American network security expert (born 1977)

Gordon Lyon (also known by his pseudonym Fyodor Vaskovich) is an American network security expert, creator of Nmap and author of books, websites, and technical papers about network security. He is a founding member of the Honeynet Project and was Vice President of Computer Professionals for Social Responsibility.

==Personal life==
Lyon has been active in the network security community since the mid-1990s. His handle, "Fyodor", was taken from Russian author Fyodor Dostoyevsky. Most of his programming is done in the C, C++, and Perl programming languages.

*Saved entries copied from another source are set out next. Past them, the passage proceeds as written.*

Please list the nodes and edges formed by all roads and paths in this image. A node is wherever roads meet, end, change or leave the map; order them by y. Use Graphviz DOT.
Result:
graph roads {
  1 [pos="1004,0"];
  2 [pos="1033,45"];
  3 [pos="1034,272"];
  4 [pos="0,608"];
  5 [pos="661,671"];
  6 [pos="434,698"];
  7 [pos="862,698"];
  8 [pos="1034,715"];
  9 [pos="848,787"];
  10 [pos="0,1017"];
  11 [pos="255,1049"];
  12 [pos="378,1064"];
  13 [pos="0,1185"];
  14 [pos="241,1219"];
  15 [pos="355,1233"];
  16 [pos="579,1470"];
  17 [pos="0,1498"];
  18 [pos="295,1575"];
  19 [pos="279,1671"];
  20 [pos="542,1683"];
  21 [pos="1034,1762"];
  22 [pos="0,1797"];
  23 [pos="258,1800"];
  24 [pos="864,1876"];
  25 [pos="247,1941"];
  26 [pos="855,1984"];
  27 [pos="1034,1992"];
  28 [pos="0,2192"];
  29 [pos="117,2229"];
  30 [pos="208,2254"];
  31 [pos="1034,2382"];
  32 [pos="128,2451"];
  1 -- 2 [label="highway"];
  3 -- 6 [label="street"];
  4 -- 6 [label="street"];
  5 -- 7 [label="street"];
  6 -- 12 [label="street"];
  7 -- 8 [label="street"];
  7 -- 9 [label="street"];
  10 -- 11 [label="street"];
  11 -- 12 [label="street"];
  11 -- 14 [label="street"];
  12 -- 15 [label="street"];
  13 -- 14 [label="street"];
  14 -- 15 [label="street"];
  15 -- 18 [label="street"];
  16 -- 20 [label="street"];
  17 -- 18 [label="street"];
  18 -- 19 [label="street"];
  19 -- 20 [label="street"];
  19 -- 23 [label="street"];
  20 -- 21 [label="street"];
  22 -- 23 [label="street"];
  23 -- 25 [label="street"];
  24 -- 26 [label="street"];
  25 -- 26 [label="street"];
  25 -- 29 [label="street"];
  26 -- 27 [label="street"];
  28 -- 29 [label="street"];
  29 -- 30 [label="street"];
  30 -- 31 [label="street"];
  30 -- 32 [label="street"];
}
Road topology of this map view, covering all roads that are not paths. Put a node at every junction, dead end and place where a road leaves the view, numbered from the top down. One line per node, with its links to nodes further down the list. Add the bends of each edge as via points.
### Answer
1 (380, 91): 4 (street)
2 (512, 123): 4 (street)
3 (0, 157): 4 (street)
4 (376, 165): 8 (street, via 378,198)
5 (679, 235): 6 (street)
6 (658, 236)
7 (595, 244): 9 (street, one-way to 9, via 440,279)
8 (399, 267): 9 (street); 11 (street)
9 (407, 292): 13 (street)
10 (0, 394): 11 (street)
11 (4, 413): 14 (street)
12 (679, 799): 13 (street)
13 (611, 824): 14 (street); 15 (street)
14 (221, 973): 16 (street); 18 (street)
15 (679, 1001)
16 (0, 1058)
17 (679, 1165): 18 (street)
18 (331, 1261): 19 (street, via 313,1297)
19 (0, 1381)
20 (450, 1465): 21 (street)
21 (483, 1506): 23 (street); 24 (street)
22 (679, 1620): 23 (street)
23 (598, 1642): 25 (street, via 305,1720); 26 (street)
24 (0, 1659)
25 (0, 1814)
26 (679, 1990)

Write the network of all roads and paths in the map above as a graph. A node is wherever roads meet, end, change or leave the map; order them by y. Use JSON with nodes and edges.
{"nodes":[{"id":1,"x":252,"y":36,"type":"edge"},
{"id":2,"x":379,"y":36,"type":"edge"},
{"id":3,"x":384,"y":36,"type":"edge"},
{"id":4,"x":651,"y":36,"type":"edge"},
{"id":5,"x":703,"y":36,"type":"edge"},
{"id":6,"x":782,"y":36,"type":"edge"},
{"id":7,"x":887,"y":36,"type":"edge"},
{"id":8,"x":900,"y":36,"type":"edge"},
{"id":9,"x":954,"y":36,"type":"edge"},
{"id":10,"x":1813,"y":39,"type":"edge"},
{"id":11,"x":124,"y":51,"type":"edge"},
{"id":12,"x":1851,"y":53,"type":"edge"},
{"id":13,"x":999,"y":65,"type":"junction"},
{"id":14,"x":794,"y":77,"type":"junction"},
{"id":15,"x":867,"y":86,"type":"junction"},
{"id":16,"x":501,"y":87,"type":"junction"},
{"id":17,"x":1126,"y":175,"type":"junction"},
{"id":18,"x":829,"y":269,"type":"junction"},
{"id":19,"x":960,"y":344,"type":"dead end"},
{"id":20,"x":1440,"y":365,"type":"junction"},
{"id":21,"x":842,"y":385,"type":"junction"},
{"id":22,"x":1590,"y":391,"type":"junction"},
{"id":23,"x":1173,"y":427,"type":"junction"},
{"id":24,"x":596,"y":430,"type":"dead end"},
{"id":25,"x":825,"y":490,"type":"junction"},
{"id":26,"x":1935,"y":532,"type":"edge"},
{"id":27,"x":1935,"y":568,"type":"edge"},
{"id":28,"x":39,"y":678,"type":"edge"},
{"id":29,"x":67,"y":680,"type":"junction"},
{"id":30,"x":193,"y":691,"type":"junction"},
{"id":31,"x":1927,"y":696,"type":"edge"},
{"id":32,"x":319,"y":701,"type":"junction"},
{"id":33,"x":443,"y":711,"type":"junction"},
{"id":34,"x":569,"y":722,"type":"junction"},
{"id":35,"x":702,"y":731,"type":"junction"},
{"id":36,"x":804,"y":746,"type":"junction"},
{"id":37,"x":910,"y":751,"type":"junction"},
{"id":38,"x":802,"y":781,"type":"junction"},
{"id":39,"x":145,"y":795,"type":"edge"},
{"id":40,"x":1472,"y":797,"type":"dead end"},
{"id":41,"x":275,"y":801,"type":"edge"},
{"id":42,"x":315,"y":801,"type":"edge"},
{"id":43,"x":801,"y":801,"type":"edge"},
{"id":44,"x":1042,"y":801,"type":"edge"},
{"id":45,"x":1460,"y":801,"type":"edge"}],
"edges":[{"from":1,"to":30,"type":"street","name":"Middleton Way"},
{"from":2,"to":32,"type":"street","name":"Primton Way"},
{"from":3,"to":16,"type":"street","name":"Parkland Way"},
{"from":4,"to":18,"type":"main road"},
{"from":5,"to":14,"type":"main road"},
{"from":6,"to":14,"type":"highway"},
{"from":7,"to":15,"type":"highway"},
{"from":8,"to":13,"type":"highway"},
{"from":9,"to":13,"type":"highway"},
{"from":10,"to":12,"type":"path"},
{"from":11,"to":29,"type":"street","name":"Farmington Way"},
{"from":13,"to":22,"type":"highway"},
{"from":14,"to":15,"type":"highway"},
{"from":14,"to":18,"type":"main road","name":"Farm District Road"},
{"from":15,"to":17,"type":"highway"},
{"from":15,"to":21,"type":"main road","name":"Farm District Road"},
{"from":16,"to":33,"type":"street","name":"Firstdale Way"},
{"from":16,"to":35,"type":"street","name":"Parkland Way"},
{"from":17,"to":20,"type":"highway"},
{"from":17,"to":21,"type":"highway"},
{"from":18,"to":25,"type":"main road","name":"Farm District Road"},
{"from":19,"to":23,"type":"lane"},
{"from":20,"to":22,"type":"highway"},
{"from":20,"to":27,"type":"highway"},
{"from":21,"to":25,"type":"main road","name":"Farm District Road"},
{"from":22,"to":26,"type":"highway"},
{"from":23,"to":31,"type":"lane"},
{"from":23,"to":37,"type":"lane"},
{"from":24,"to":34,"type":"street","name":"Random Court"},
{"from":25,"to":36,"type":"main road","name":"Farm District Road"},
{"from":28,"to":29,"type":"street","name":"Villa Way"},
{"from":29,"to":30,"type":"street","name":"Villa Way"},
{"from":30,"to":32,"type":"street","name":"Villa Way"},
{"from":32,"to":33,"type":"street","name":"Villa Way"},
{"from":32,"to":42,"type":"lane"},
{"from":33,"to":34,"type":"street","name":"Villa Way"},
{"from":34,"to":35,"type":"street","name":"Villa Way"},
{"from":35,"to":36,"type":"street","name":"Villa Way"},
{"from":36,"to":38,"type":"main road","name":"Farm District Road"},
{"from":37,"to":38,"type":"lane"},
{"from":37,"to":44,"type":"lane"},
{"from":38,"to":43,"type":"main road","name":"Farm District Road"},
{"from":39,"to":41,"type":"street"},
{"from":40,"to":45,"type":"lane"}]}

==Opposition to grayware==
In December 2011, Lyon published a post criticizing the fact that Download.com started bundling grayware with their installation managers and expressing concerns users confusing Download.com-offered content for software offered by original authors; he accused them of using deception as well as copyright and trademark violation.

==Conferences==
Lyon has presented at DEFCON, CanSecWest, FOSDEM, IT Security World, Security Masters' Dojo, ShmooCon, IT-Defense, SFOBug, and other security conferences.

==Websites==

Lyon maintains several network security web sites:
- Nmap.Org - Host of the Nmap security scanner and its documentation
- SecTools.Org - The top 100 network security tools (ranked by thousands of Nmap users)
- SecLists.Org - Archive of the most common security mailing lists
- Insecure.Org - His main site, offering security news/updates, exploit world archive, and other misc. security resources

==Published books==

- Know Your Enemy: Revealing the Security Tools, Tactics, and Motives of the Blackhat Community, co-authored with other members of the Honeynet Project.
- Stealing the Network: How to Own a Continent, co-authored with Kevin Mitnick and other hackers.